Его превосходительство герцог Гашек покачал головой.
– Для нас это неприемлемо.
Он вперился в Чо водянистыми, но пронзительными голубыми глазами. «Не хрен делать этим иностранцам, вот и лезут они не в свое дело», – подумал он. Нет, Чо для терранского дегенерата-анархиста-технофила еще ничего был. Он чем-то напоминал Михалу ищейку-бладхаунда: мешки под глазами, постоянно грустный вид и ум – как стальной капкан с взведенной пружиной.
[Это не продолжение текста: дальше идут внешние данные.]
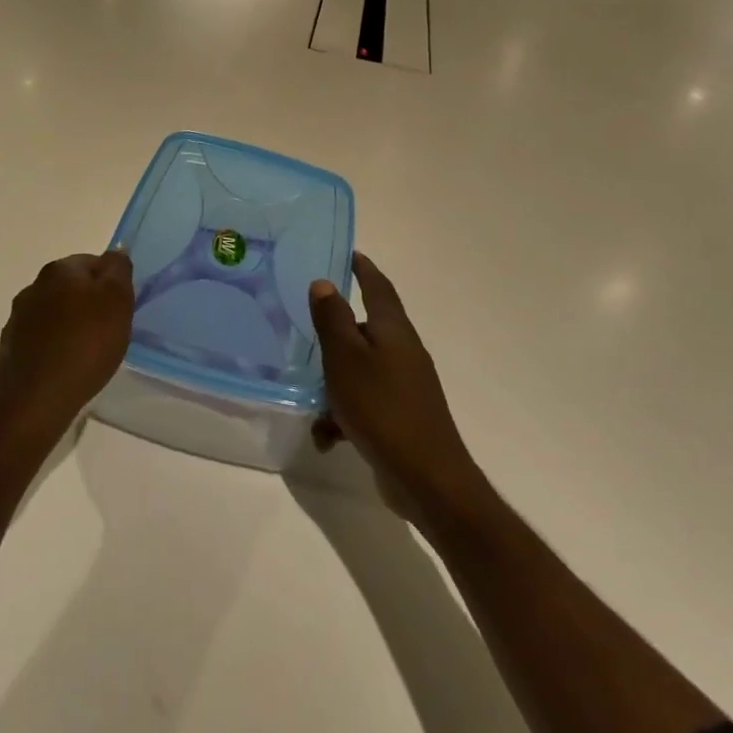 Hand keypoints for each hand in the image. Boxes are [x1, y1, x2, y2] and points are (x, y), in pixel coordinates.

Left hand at [0, 250, 135, 446]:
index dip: (111, 284)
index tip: (121, 309)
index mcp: (60, 270)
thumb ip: (118, 270)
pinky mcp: (10, 347)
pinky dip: (54, 345)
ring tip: (87, 352)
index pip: (93, 262)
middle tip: (108, 330)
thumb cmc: (85, 345)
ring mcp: (18, 318)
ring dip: (70, 323)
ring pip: (54, 312)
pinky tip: (65, 366)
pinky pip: (40, 338)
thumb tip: (116, 250)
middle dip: (89, 303)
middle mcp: (33, 286)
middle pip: (71, 286)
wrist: (36, 401)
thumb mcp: (117, 302)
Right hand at [309, 253, 479, 521]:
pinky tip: (326, 436)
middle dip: (337, 330)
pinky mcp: (401, 417)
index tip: (349, 253)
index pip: (378, 287)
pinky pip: (364, 403)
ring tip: (309, 398)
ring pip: (360, 370)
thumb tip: (325, 282)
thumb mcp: (346, 358)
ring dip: (333, 381)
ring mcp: (405, 386)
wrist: (426, 478)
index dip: (364, 268)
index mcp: (393, 330)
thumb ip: (333, 319)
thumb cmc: (381, 407)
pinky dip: (343, 414)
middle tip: (307, 323)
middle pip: (367, 329)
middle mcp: (403, 352) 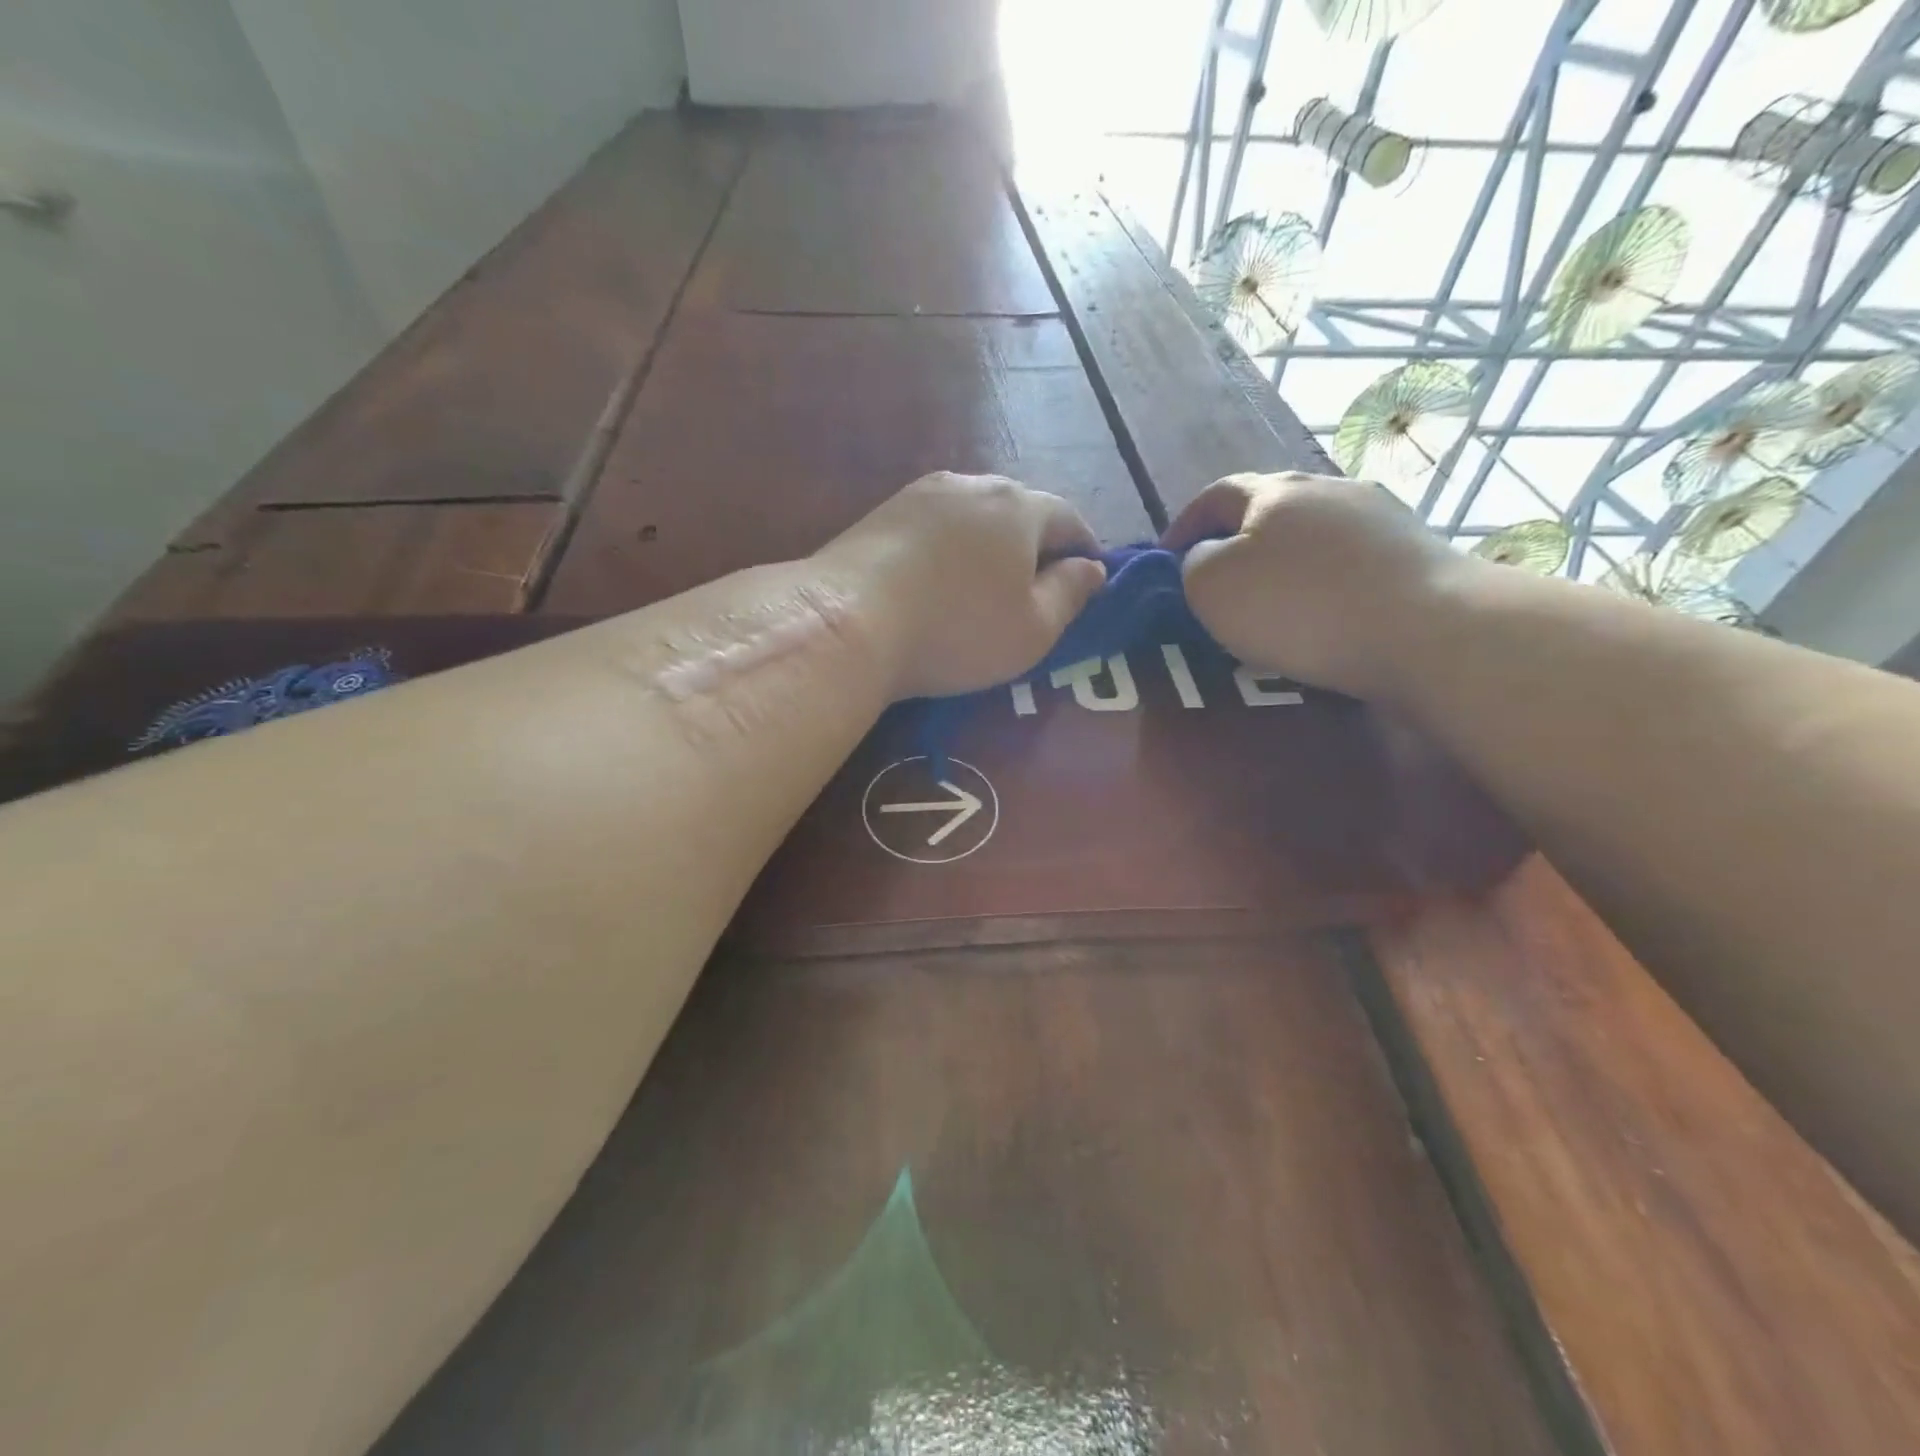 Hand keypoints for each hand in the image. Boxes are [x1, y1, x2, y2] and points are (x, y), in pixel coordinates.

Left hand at [817, 472, 1107, 699]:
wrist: (848, 620)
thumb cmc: (956, 630)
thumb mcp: (1033, 629)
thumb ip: (1071, 594)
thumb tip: (1092, 567)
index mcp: (1019, 507)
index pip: (1069, 518)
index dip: (1085, 548)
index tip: (1089, 574)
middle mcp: (973, 484)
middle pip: (1019, 509)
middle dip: (1036, 542)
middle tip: (1037, 582)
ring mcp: (921, 493)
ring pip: (974, 514)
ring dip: (990, 542)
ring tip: (987, 580)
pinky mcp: (883, 512)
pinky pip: (936, 525)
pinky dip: (950, 547)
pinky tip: (940, 577)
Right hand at [1164, 472, 1463, 699]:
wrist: (1427, 629)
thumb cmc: (1300, 606)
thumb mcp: (1212, 587)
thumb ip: (1193, 564)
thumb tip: (1207, 557)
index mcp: (1274, 490)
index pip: (1216, 494)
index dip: (1185, 524)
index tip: (1168, 559)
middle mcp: (1329, 489)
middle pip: (1270, 508)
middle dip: (1239, 541)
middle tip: (1221, 583)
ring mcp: (1380, 516)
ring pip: (1314, 534)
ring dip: (1287, 562)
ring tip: (1276, 604)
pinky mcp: (1415, 551)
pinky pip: (1351, 562)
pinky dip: (1327, 582)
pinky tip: (1327, 614)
Джордж Чо вздохнул и откинулся на спинку кресла. Он глядел мимо великого князя, на портрет его отца, висевший на стене. В сорок – на троне, умер в шестьдесят, в глубокой старости. Император Гашек Второй. Что-то в нем было от вундеркинда, была в нем сила расшевелить это до идиотизма консервативное болото. Этот человек сумел вытащить Новую Республику из скорлупы настолько, чтобы завести военный флот и колонизировать три-четыре самых захолустных планеты. Он хорошо учил историю. А это опасно.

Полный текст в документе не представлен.